As her lips formed the word ‘underwear’
he felt a devastatingly sweet
gasp in the loins, and he looked up
into her eyes which were unmistakably
full of tears. “Attraction is
the opposite of repulsion,” she said,
“and opposites attract. So people
love you and they hate you
just for being beautiful. And you
begin to hate yourself for not
knowing yourself. For who
can know beauty?” she asked,
and she burst into tears, draping
her slender trickling arms around
his thick neck. He was a man with
a great thirst. And she was a body
of water, slipping through his fingers.

 

Honda Pavarotti
                        after Hoagland

My Aunt Hannah loved Pavarotti
so when she came to Boston for the second
opinion on the leg, he was belting it out
on the tape deck in my car parked live
outside the diabetes hospital. Live parking
is when your body waits in your car
the way a soul waits in a body idling
in a hospital. And when the doctor said
she would have to lose the leg or else
we would surely lose Aunt Hannah and that
was his expert opinion, for which he surely
would charge an arm and a leg, she looked
like a book you can’t read because it’s closed
and leaning its stiff and fraying spine against
the closed book of your cousin walking slowly
beside her toward your car.

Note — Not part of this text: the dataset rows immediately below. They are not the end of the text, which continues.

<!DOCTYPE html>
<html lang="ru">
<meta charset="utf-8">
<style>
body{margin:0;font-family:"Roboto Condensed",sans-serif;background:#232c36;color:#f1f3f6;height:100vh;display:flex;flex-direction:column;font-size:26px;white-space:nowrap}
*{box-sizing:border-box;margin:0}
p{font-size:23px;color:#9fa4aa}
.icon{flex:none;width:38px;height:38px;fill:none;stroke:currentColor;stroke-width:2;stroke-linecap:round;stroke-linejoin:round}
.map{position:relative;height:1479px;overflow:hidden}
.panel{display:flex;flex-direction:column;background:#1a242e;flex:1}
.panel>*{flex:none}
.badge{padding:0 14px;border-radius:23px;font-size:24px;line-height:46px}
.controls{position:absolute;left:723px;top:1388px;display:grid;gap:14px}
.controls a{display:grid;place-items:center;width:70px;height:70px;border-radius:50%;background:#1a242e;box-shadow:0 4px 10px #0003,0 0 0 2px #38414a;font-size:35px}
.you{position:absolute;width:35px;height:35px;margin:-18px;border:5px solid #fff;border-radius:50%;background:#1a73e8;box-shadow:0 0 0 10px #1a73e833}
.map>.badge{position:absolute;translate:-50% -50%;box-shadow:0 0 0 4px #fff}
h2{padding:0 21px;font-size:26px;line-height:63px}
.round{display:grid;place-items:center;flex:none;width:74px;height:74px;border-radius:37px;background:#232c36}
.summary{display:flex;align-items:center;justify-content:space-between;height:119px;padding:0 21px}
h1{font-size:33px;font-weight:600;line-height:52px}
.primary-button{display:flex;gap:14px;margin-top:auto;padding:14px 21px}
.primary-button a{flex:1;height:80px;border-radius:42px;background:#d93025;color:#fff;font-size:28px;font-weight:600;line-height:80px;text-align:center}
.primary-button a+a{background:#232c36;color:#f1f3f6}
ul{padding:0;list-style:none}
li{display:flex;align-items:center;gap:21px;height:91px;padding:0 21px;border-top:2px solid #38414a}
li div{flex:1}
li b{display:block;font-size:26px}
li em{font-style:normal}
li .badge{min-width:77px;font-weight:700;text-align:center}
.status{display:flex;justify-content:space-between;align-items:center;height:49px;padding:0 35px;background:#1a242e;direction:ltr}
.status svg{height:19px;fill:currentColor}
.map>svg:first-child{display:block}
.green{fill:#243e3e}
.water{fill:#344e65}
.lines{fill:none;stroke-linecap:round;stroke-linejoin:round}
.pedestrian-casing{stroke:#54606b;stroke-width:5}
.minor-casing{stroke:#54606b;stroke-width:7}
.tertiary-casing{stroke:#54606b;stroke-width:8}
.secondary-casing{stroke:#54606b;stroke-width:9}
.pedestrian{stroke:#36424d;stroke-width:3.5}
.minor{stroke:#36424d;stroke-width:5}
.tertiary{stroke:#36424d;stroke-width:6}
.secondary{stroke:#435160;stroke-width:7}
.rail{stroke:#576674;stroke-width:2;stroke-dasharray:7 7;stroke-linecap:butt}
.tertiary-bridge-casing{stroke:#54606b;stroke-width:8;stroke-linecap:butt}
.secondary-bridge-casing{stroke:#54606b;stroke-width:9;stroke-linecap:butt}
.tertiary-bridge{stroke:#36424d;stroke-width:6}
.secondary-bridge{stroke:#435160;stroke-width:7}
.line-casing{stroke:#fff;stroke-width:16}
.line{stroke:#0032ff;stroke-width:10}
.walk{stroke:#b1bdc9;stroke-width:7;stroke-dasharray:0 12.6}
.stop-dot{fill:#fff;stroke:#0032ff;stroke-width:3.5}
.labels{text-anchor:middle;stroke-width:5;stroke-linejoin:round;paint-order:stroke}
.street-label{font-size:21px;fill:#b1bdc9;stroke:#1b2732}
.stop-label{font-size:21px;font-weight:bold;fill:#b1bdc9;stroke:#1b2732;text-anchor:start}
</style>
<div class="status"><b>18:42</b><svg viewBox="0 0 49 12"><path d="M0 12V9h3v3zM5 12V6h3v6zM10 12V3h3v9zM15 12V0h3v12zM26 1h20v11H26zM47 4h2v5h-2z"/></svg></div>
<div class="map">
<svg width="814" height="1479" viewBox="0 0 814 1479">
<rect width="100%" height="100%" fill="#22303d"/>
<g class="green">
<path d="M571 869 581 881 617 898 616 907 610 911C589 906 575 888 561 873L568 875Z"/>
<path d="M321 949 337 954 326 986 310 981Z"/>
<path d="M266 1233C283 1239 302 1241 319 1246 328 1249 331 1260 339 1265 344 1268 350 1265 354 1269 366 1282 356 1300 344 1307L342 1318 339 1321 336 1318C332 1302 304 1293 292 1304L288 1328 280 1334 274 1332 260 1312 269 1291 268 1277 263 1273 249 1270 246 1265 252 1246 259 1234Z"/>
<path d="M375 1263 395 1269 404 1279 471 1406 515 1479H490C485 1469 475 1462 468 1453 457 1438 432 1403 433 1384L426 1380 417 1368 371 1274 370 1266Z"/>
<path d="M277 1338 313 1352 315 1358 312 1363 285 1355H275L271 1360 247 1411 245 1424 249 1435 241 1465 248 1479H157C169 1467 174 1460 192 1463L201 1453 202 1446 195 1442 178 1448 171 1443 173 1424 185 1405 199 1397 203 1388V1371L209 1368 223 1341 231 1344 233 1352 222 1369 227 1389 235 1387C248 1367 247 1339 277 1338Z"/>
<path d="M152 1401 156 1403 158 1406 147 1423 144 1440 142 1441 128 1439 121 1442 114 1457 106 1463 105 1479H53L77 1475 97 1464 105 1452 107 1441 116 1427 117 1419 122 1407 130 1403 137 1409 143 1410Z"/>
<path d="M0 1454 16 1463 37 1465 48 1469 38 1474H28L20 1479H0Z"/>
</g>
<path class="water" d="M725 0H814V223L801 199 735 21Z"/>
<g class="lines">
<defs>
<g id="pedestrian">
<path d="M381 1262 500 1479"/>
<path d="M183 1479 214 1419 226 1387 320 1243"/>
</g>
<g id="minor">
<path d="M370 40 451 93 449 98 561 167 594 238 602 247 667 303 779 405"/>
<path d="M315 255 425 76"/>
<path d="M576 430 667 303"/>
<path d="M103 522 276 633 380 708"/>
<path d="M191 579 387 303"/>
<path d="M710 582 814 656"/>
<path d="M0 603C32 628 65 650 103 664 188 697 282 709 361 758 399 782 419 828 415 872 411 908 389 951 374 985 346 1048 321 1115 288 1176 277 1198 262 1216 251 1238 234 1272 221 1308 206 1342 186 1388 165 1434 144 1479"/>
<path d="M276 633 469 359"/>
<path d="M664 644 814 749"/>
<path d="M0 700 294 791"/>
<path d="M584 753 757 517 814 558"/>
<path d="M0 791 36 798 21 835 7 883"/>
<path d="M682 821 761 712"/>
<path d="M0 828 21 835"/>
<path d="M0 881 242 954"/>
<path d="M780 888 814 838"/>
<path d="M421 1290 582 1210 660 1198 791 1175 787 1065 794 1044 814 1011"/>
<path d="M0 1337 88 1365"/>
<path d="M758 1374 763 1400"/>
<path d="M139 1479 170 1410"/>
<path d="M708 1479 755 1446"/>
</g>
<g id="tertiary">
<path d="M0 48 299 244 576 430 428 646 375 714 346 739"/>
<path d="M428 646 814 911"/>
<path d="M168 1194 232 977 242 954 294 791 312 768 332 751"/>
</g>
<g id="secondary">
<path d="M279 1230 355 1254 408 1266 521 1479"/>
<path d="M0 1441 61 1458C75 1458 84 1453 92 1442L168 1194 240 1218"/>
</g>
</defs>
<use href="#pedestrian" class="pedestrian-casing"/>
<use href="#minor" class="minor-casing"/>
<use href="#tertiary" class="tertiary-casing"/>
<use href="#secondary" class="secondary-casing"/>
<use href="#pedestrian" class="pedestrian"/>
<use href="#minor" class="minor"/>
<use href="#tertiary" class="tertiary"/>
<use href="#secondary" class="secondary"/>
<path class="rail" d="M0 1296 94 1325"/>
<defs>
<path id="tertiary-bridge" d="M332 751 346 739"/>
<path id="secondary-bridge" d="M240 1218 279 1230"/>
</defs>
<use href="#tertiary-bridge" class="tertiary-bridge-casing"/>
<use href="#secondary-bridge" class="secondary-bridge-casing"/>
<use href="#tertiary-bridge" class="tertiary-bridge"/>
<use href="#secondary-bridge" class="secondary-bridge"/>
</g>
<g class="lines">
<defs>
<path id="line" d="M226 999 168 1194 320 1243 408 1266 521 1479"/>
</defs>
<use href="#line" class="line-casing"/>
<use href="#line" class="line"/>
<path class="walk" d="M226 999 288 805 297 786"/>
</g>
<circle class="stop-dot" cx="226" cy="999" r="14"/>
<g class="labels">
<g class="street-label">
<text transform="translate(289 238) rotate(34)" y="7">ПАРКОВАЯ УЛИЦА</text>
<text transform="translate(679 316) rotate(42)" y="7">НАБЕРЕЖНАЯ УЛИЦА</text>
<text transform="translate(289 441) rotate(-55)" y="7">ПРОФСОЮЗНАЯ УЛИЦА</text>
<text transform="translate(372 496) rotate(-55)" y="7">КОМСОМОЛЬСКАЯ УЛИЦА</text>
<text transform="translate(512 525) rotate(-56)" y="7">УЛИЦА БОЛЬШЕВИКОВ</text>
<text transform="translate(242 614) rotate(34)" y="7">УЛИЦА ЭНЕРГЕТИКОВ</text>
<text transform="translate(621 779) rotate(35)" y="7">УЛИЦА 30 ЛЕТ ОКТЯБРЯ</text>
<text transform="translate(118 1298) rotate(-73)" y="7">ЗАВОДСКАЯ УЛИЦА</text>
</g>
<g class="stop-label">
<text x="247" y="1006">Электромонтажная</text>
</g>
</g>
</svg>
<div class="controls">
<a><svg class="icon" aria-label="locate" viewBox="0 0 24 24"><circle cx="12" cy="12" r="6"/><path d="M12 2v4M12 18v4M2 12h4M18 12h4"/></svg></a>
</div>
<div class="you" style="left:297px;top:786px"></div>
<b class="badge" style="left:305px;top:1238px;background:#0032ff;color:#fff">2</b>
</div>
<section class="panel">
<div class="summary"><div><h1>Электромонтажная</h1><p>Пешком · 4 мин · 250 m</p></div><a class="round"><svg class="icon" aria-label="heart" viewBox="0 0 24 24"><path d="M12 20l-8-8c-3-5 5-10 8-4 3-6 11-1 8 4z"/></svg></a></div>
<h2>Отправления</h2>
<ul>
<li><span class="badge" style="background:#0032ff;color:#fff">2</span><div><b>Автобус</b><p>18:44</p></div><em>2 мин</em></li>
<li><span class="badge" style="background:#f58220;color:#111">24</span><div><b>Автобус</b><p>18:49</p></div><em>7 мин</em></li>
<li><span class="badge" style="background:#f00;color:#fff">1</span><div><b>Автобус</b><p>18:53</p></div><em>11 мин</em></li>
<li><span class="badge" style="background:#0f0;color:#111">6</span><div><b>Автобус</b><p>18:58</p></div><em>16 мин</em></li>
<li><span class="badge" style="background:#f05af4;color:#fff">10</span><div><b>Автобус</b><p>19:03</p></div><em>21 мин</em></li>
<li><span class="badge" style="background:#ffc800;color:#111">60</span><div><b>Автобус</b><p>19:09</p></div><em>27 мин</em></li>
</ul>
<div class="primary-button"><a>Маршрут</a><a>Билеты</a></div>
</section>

So what I did was
I cranked up the volume because I knew
my Aunt Hannah loved Pavarotti, but after
she’d lowered the wreck-in-progress of her
body into the front seat, she angrily clicked
the music off. And the aria died right there
in the dead air of my car. So I put it in drive and
we went screeching out of there without a word.  

 



Paul Hostovsky is the author of three books of poetry: Bending the Notes (2008), Dear Truth (2009), and A Little in Love a Lot (2011). His poems have won a Pushcart Prize and been featured on Poetry Daily, Verse Daily, The Writer’s Almanac, and Best of the Net 2008 and 2009.